Cliff Kelly

Personal information
- Full name: Clifford Cyril Kelly
- Born: 1917 Kurri Kurri, New South Wales
- Died: 23 July 1942 (aged 25) Tempe, New South Wales

Playing information
- Position: Second-row, Prop
Club
| Years | Team | Pld | T | G | FG | P |
| 1940–41 | St. George | 7 | 2 | 0 | 0 | 6 |
- Source:

= Cliff Kelly =

Australian rugby league footballer

Cliff Kelly (1917 – 23 July 1942) was an Australian rugby league footballer who played in the 1940s.

==Career==
Kelly came to St. George in 1940 from Kurri Kurri, New South Wales. He was a second-row forward who suffered recurring knee injuries that stifled his short career.

==Accidental death==
In 1942, he was again playing good football in the reserve grade before an accident on a train killed him on 27 July 1942. The train was heading for Tempe railway station when he leaned out of the train and was immediately struck in the head by a passing train.
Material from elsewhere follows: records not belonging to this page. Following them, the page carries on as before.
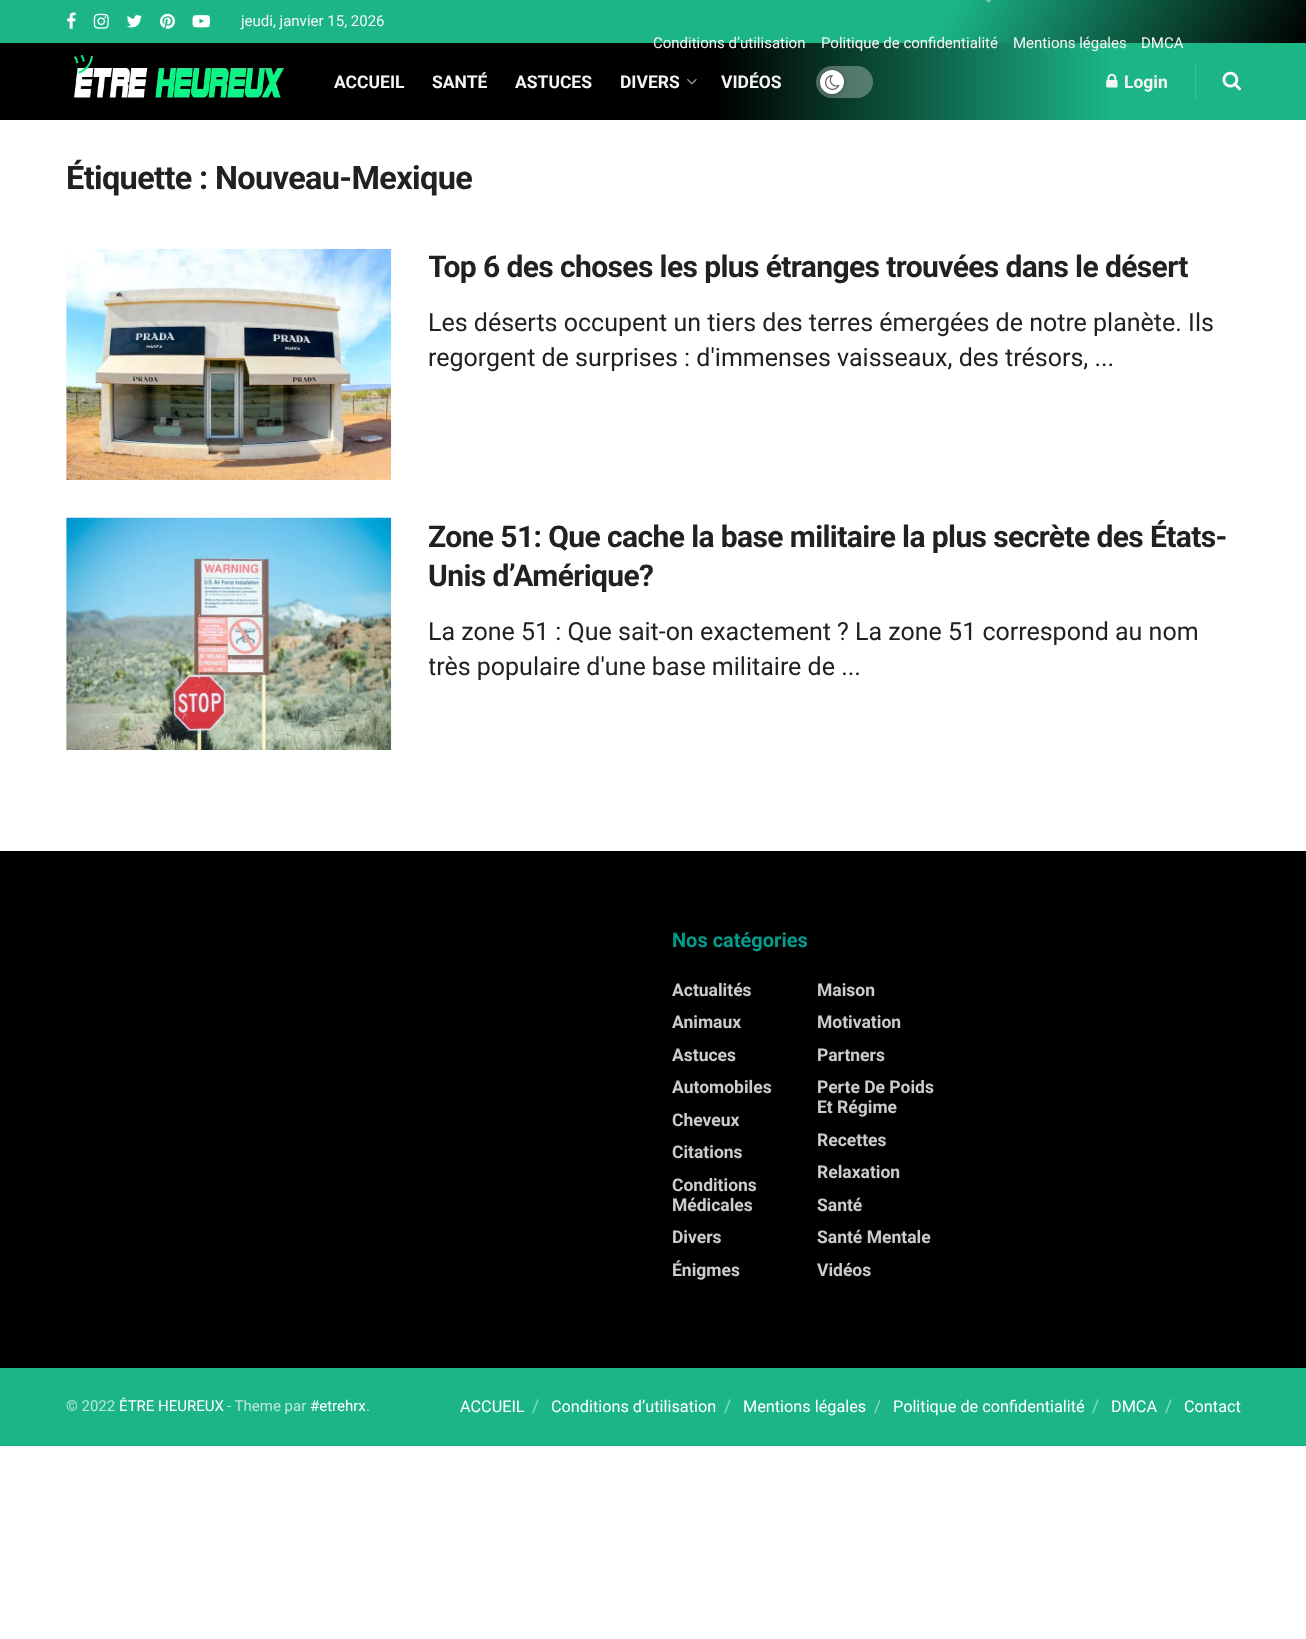 <!DOCTYPE html>
<meta charset="utf-8">
<style>body { margin: 0 } canvas { display: block }</style>
<canvas id="canvas" width="1306" height="1639"></canvas>
<img id="img1" src="images/1.png" hidden>
<img id="img2" src="images/2.png" hidden>
<img id="img3" src="images/3.png" hidden>
<img id="img4" src="images/4.png" hidden>
<img id="img5" src="images/5.png" hidden>
<img id="img6" src="images/6.png" hidden>
<img id="img7" src="images/7.png" hidden>
<img id="img8" src="images/8.png" hidden>
<img id="img9" src="images/9.png" hidden>
<img id="img10" src="images/10.png" hidden>
<img id="img11" src="images/11.png" hidden>
<img id="img12" src="images/12.png" hidden>
<img id="img13" src="images/13.png" hidden>
<script>
window.onload = function () {
    const canvas = document.getElementById('canvas');
    const context = canvas.getContext('2d');
    context.miterLimit = 4;
    context.fontKerning = 'normal';
    let gradient;

    context.fillStyle = 'rgb(255, 255, 255)';
    context.fillRect(0, 0, 1306, 1639);
    gradient = context.createLinearGradient(154, -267, 1152, 309);
    gradient.addColorStop(0.72, 'rgb(27, 181, 134)');
    gradient.addColorStop(1, 'rgb(0, 0, 0)');
    context.fillStyle = gradient;
    context.fillRect(0, 0, 1306, 43);
    context.drawImage(document.getElementById('img1'), 67, 12, 9, 17);
    context.drawImage(document.getElementById('img2'), 93, 13, 16, 16);
    context.drawImage(document.getElementById('img3'), 126, 15, 16, 13);
    context.drawImage(document.getElementById('img4'), 160, 13, 15, 16);
    context.drawImage(document.getElementById('img5'), 192, 15, 18, 13);
    context.drawImage(document.getElementById('img6'), 986, 0, 5, 3);
    gradient = context.createLinearGradient(0, 81, 1306, 81);
    gradient.addColorStop(0.55, 'rgb(0, 0, 0)');
    gradient.addColorStop(0.85, 'rgb(27, 181, 134)');
    context.fillStyle = gradient;
    context.fillRect(0, 43, 1306, 77);
    context.drawImage(document.getElementById('img7'), 74, 55, 210, 43);
    context.drawImage(document.getElementById('img8'), 687, 79, 10, 6);
    context.fillStyle = 'rgba(255, 255, 255, 0.3)';
    context.beginPath();
    context.roundRect(816, 66, 57, 32, 16);
    context.fill();
    context.fillStyle = 'rgba(0, 0, 0, 0.3)';
    context.filter = 'blur(2px)';
    context.beginPath();
    context.roundRect(820, 71, 24, 24, 12);
    context.fill();
    context.filter = 'none';
    context.fillStyle = 'rgb(255, 255, 255)';
    context.beginPath();
    context.arc(832, 82, 12, 0, 2 * Math.PI);
    context.fill();
    context.drawImage(document.getElementById('img9'), 825, 75, 15, 15);
    context.drawImage(document.getElementById('img10'), 1106, 73, 12, 15);
    context.fillStyle = 'rgb(61, 192, 152)';
    context.fillRect(1195, 63, 1, 37);
    context.drawImage(document.getElementById('img11'), 1222, 71, 19, 20);
    context.fillStyle = 'rgb(247, 247, 247)';
    context.fillRect(66, 249, 1, 231);
    context.drawImage(document.getElementById('img12'), 66, 248, 326, 232);
    context.fillRect(66, 518, 1, 232);
    context.drawImage(document.getElementById('img13'), 66, 517, 326, 233);
    context.fillStyle = 'rgb(0, 0, 0)';
    context.fillRect(0, 851, 1306, 517);
    context.fillStyle = 'rgb(27, 181, 134)';
    context.fillRect(0, 1368, 1306, 78);
    context.font = '15px Roboto';
    context.fillStyle = 'rgb(245, 245, 245)';
    context.fillText('jeudi, janvier 15, 2026', 241, 26);
    context.fillText('Conditions d’utilisation', 653, 48);
    context.fillText('Politique de confidentialité', 821, 48);
    context.fillText('Mentions légales', 1013, 48);
    context.fillText('DMCA', 1141, 48);
    context.font = 'bold 17.5px Roboto';
    context.fillText('ACCUEIL', 334, 88);
    context.fillText('SANTÉ', 432, 88);
    context.fillText('ASTUCES', 515, 88);
    context.fillText('DIVERS', 620, 88);
    context.fillText('VIDÉOS', 721, 88);
    context.fillText('Login', 1124, 88);
    context.letterSpacing = '-0.65px';
    context.font = 'bold 32.5px Roboto';
    context.fillStyle = 'rgb(33, 33, 33)';
    context.fillText('Étiquette : Nouveau-Mexique', 66, 189);
    context.save();
    context.beginPath();
    context.rect(429, 249, 812, 126);
    context.clip();
    context.letterSpacing = '-0.6px';
    context.font = 'bold 30px Roboto';
    context.fillText('Top 6 des choses les plus étranges trouvées dans le désert', 428, 277);
    context.restore();
    context.letterSpacing = '0px';
    context.font = '25px Roboto';
    context.fillText('Les déserts occupent un tiers des terres émergées de notre planète. Ils', 428, 331);
    context.fillText('regorgent de surprises : d\'immenses vaisseaux, des trésors, ...', 428, 366);
    context.letterSpacing = '-0.6px';
    context.font = 'bold 30px Roboto';
    context.fillText('Zone 51: Que cache la base militaire la plus secrète des États-', 428, 547);
    context.fillText('Unis d’Amérique?', 428, 586);
    context.letterSpacing = '0px';
    context.font = '25px Roboto';
    context.fillText('La zone 51 : Que sait-on exactement ? La zone 51 correspond au nom', 428, 640);
    context.save();
    context.beginPath();
    context.rect(429, 518, 812, 166);
    context.clip();
    context.fillText('très populaire d\'une base militaire de ...', 428, 675);
    context.restore();
    context.font = 'bold 20px Roboto';
    context.fillStyle = 'rgb(0, 155, 139)';
    context.fillText('Nos catégories', 672, 947);
    context.font = 'bold 17.5px Roboto';
    context.fillStyle = 'rgb(204, 204, 204)';
    context.fillText('Actualités', 672, 996);
    context.fillText('Maison', 817, 996);
    context.fillText('Animaux', 672, 1028);
    context.fillText('Motivation', 817, 1028);
    context.fillText('Astuces', 672, 1061);
    context.fillText('Partners', 817, 1061);
    context.fillText('Automobiles', 672, 1093);
    context.fillText('Perte De Poids', 817, 1093);
    context.fillText('Et Régime', 817, 1113);
    context.fillText('Cheveux', 672, 1126);
    context.fillText('Recettes', 817, 1146);
    context.fillText('Citations', 672, 1158);
    context.fillText('Relaxation', 817, 1178);
    context.fillText('Conditions', 672, 1191);
    context.fillText('Médicales', 672, 1211);
    context.fillText('Santé', 817, 1211);
    context.fillText('Divers', 672, 1243);
    context.fillText('Santé Mentale', 817, 1243);
    context.fillText('Énigmes', 672, 1276);
    context.fillText('Vidéos', 817, 1276);
    context.font = '15px Roboto';
    context.fillStyle = 'rgb(187, 233, 219)';
    context.fillText('© 2022', 66, 1411);
    context.fillStyle = 'rgb(255, 255, 255)';
    context.fillText('ÊTRE HEUREUX', 119, 1411);
    context.fillStyle = 'rgb(187, 233, 219)';
    context.fillText('- Theme par', 227, 1411);
    context.fillStyle = 'rgb(255, 255, 255)';
    context.fillText('#etrehrx', 310, 1411);
    context.fillStyle = 'rgb(187, 233, 219)';
    context.fillText('.', 366, 1411);
    context.font = '16.25px Roboto';
    context.fillStyle = 'rgb(255, 255, 255)';
    context.fillText('ACCUEIL', 460, 1412);
    context.font = '17.5px Roboto';
    context.fillStyle = 'rgb(141, 218, 195)';
    context.fillText('/', 532, 1412);
    context.font = '16.25px Roboto';
    context.fillStyle = 'rgb(255, 255, 255)';
    context.fillText('Conditions d’utilisation', 551, 1412);
    context.font = '17.5px Roboto';
    context.fillStyle = 'rgb(141, 218, 195)';
    context.fillText('/', 724, 1412);
    context.font = '16.25px Roboto';
    context.fillStyle = 'rgb(255, 255, 255)';
    context.fillText('Mentions légales', 743, 1412);
    context.font = '17.5px Roboto';
    context.fillStyle = 'rgb(141, 218, 195)';
    context.fillText('/', 874, 1412);
    context.font = '16.25px Roboto';
    context.fillStyle = 'rgb(255, 255, 255)';
    context.fillText('Politique de confidentialité', 893, 1412);
    context.font = '17.5px Roboto';
    context.fillStyle = 'rgb(141, 218, 195)';
    context.fillText('/', 1092, 1412);
    context.font = '16.25px Roboto';
    context.fillStyle = 'rgb(255, 255, 255)';
    context.fillText('DMCA', 1111, 1412);
    context.font = '17.5px Roboto';
    context.fillStyle = 'rgb(141, 218, 195)';
    context.fillText('/', 1165, 1412);
    context.font = '16.25px Roboto';
    context.fillStyle = 'rgb(255, 255, 255)';
    context.fillText('Contact', 1184, 1412);
};
</script>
He died at Tempe station while waiting for an ambulance.

The Annual St. George Club Cabaret night was held on 8 August 1942 at Rockdale Town Hall, and all proceeds on the night were donated to Kelly's wife Helen and young son.

==Funeral==
A large funeral was held at Woronora Crematorium for Kelly, will all members of the St. George Dragons team attending.